Cetlic Evening Spirit: Irish writer Hugh Leonard

From the Writers' Almanac - verbatim:
November 10 is the birthday of Irish writer Hugh Leonard, (books by this author) born John Joseph Byrne in Dublin (1926). He's the author of dozens of plays and screenplays; two novels, Parnell and the Englishwoman (1992) and The Offshore Island (1993); and two memoirs, Home Before Night (1979) and Out After Dark (1989). For 16 years, he wrote a humor column called "The Curmudgeon," which appeared in Ireland's biggest Sunday newspaper, Sunday Independent.

He grew up in a seaside Irish resort town and got a job as a clerical assistant for the Irish Land Commission. As it happened, this Irish federal government agency had an amateur drama club, so he ended up spending a lot of his time acting and playwriting. He pitched his first play, Italian Road,to the Abbey Theatre under his real name and they rejected it. The play featured a psychopathic character named Hughie Leonard. When he pitched a second play to the Abbey, he gave himself the pen name "Hugh Leonard," kind of as an inside joke. The Abbey accepted that second play and out of superstition he kept the pen name, even though he hated the sound of it. His friends called him Jack.

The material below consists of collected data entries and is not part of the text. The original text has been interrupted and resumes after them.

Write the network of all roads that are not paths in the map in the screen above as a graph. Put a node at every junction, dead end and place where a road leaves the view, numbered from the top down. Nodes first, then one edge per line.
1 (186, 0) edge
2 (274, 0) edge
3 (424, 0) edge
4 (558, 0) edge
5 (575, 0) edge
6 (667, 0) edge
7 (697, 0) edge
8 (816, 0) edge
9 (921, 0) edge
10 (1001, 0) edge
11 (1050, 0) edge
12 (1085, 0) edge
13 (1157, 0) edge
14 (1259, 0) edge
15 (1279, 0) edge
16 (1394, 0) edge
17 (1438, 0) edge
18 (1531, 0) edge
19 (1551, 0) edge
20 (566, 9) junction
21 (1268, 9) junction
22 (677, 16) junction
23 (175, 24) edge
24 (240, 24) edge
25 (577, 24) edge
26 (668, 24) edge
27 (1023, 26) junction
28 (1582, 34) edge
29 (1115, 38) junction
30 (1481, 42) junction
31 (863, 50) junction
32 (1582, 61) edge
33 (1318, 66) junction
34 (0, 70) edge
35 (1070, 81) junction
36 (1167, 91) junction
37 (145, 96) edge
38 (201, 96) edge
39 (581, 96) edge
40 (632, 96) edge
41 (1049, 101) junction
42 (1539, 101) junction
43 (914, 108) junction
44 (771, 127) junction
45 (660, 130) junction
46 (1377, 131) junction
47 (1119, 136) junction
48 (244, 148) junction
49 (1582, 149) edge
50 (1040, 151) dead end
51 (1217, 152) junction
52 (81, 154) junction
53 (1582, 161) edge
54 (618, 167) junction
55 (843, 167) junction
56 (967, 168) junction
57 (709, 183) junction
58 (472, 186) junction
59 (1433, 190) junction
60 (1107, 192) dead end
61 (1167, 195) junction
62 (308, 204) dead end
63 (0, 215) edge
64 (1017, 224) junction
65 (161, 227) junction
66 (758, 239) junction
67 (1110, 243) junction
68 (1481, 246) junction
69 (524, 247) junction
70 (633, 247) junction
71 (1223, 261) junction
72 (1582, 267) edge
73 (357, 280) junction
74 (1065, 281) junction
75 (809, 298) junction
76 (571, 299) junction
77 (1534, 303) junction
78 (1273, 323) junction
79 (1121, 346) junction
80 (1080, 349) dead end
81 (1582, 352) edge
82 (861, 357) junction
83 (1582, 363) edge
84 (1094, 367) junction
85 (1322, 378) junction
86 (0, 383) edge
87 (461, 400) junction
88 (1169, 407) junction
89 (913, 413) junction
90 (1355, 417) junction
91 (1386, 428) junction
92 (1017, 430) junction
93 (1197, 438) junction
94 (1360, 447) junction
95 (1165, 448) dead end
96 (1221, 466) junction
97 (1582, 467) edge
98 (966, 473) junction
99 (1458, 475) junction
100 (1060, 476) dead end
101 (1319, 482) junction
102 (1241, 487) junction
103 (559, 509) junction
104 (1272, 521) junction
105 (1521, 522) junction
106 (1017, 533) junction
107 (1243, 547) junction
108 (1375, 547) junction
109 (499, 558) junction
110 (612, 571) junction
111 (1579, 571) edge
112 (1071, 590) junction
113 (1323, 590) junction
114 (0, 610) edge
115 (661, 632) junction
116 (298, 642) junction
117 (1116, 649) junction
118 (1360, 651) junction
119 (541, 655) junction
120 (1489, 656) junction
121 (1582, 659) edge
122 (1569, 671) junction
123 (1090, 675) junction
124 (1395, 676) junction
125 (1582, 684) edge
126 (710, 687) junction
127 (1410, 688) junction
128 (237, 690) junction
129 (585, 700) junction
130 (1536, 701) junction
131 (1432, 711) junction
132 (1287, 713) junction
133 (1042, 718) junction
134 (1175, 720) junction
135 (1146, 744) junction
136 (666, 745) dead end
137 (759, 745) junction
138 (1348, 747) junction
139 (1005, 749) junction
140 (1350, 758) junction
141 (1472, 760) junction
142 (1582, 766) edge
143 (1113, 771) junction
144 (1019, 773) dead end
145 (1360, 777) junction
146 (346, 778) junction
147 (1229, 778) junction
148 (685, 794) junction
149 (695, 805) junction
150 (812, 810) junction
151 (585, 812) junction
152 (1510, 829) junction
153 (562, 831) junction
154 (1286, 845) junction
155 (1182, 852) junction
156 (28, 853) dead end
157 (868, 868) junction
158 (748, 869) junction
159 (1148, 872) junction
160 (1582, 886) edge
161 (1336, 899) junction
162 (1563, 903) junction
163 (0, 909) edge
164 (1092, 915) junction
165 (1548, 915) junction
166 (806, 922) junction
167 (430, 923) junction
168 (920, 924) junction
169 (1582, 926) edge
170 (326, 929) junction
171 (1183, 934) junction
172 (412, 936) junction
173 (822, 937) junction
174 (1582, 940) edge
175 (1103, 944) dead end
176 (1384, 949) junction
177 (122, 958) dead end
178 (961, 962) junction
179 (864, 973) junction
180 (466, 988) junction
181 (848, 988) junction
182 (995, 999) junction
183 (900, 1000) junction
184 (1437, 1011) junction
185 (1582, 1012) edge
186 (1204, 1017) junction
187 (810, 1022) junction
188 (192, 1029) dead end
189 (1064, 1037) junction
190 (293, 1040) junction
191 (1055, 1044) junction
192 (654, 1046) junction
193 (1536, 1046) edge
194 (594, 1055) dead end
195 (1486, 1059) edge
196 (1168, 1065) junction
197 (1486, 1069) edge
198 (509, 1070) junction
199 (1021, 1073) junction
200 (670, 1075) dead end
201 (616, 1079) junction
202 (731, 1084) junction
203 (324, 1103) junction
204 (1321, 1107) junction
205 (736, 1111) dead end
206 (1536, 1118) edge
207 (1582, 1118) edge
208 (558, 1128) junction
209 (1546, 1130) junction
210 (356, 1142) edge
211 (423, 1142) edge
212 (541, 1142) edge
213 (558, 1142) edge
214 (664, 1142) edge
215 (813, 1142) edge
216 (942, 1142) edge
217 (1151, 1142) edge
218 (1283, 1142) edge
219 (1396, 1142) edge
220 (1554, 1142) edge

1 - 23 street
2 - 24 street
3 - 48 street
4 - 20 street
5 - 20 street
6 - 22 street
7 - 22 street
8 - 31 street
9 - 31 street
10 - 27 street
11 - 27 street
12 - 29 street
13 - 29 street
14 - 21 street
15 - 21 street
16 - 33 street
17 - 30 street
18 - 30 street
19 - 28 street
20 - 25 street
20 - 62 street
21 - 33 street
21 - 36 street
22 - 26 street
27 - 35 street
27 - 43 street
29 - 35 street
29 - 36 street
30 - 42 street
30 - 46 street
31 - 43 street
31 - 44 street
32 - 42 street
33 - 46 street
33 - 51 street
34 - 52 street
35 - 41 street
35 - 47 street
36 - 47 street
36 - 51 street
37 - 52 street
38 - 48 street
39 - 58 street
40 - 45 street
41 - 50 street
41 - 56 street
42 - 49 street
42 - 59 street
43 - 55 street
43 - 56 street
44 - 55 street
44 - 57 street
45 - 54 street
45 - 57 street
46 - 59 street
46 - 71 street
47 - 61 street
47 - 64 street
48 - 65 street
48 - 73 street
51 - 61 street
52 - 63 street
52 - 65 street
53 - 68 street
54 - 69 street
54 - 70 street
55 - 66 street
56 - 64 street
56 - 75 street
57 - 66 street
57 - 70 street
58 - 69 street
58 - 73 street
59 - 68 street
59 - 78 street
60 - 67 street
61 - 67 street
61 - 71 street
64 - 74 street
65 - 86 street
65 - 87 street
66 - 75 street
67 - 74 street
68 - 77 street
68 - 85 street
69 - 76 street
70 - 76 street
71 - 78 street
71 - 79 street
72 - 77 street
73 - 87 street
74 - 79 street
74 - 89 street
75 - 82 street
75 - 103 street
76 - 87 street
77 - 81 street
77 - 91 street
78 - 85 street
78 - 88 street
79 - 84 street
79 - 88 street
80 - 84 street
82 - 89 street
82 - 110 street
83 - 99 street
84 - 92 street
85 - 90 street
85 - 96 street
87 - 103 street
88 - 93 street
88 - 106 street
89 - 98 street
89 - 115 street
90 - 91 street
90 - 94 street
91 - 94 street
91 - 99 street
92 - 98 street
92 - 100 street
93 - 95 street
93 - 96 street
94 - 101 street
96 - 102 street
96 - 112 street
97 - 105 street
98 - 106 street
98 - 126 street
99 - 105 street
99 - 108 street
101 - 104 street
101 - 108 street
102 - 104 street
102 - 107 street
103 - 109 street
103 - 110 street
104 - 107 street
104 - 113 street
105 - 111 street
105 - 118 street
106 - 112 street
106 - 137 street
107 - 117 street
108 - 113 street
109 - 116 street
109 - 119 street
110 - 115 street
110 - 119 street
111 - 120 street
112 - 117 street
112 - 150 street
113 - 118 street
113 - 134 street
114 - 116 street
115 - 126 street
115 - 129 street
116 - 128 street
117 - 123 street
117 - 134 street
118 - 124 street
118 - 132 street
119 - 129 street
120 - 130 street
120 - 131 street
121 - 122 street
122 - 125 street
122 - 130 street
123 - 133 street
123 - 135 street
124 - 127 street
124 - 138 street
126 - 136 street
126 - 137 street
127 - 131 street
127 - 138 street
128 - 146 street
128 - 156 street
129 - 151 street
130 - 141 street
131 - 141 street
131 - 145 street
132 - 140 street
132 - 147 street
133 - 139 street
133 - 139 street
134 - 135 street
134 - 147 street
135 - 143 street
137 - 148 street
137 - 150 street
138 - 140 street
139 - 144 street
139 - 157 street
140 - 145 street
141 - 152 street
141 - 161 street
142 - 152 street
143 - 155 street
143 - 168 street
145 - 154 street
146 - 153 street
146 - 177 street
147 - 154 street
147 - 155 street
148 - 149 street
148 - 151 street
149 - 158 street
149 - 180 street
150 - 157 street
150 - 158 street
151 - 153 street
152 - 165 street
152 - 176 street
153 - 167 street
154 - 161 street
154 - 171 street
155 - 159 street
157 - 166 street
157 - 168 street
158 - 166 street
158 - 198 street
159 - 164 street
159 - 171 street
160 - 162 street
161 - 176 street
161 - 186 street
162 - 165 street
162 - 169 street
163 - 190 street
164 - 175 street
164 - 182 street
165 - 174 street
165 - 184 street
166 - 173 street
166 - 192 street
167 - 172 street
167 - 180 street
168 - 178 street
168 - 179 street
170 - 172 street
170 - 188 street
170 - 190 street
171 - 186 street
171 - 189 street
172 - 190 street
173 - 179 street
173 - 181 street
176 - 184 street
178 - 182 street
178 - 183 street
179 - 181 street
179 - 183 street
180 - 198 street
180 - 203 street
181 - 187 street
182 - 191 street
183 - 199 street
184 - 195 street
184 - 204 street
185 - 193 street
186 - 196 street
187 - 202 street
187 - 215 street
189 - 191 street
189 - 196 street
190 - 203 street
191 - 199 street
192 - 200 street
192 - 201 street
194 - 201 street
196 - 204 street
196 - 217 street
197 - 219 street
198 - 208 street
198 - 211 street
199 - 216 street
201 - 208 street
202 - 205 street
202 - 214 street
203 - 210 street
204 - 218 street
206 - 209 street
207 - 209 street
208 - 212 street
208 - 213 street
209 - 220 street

He wrote for Ireland's first radio soap opera, a show called The Kennedys of Castleross,and he got a job editing scripts for a Manchester television station. At night, he worked on his own projects. He wrote a stage
adaptation of one of James Joyce's books, A Portrait of the Artist, which was called Stephen D. It was a huge hit in England, Ireland, and New York. So he started adapting other big literary works for stage and television, and made plays of books by Dostoyevsky, Brontë, and Flaubert. He made television screenplays out of Charles Dickens' A Tale of Two Cities and Great Expectations.

But finally he wanted to shake his reputation as an adapter and to write plays based on his own experiences. He wrote an autobiographical play called Da, and it was a smashing success, running to sold-out audiences in the late 1970s in Dublin, Chicago, London, Off-Broadway and on Broadway. Critics compared him Sean O'Casey, and Da wonfour Tony Awards, including for best play. It was made into a movie starring Martin Sheen.

Hugh Leonard never got out of bed before 11:15 a.m., and he wrote four hours every afternoon and another four hours in the early morning. He said, "I live to write and write to live." He died just last year, in 2009, at the age of 82.

And he said, "There is only one immutable law in life - in a gentleman's toilet, incoming traffic has the right of way."

He wrote a lot about Dalkey, the seaside town in Ireland where he grew up. He said: "The conversation in pubs, say the advertisements put out by the Tourist Board, is sparkling with epigrams. This is fiction: What you get is one monologuist waiting for another monologuist to pause for breath."